Gregory Damons

Personal information
- Date of birth: 13 June 1995 (age 29)
- Place of birth: Gelvandale, South Africa
- Position(s): Defender

Team information
- Current team: Moroka Swallows
- Number: 18

Youth career
- 0000–2014: FC Callies
- 2014–2019: Chippa United

Senior career*
- Years: Team / Apps / (Gls)
- 2019–2021: Chippa United / 35 / (0)
- 2021–2022: Cape Town Spurs / 19 / (1)
- 2022–: Moroka Swallows / 27 / (2)

= Gregory Damons =

South African soccer player

Gregory Damons (born 13 June 1995) is a South African soccer player who plays as a defender for South African Premier Division side Moroka Swallows.

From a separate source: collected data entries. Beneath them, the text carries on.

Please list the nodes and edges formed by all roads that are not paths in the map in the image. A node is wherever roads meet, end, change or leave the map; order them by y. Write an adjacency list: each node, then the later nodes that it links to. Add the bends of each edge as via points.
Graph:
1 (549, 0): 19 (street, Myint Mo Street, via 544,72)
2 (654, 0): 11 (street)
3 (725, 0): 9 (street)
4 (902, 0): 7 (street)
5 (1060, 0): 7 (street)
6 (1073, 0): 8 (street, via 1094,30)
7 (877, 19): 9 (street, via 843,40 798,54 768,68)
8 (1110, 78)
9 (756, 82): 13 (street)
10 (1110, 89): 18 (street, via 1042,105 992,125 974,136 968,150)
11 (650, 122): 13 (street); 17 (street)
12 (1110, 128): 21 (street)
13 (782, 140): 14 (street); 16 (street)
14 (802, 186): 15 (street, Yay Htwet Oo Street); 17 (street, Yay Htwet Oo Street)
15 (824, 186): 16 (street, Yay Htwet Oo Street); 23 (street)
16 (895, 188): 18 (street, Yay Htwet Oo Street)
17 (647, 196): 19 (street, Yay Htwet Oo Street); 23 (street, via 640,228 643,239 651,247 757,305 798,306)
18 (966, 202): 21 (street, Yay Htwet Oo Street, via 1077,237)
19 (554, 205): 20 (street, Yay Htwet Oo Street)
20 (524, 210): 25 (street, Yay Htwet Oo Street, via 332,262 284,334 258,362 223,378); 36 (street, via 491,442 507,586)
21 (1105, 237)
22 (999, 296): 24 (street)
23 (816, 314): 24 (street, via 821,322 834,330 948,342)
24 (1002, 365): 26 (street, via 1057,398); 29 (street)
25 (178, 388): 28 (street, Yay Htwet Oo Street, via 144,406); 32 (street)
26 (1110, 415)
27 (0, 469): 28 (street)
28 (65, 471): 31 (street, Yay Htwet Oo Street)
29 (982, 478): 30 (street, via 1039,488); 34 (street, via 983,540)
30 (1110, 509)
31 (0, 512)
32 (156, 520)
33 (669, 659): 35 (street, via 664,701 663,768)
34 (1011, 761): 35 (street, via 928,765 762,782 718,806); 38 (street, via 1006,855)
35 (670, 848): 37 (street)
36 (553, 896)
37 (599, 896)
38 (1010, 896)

==Early and personal life==
Damons was born in Gelvandale, Port Elizabeth as the younger of two children and attended Gelvandale High School and later Western Cape Sports School, having been awarded a scholarship there after playing in the Engen Knockout Challenge. After leaving school, he worked in the reception at St George's Hospital to pay for his transport fares to attend trials. He married Tiffany Gabriella in December 2020.

==Career==
After playing for FC Callies in the SAFA Regional League, he joined the reserve team of Chippa United in 2014. In January 2018, Damons was promoted to Chippa United's senior team. Damons made his debut for the club on 14 August 2019 in a 1–1 draw with Mamelodi Sundowns; a performance for which he was awarded the Man of the Match award. Across the 2019–20 season, Damons made 21 league appearances for the club.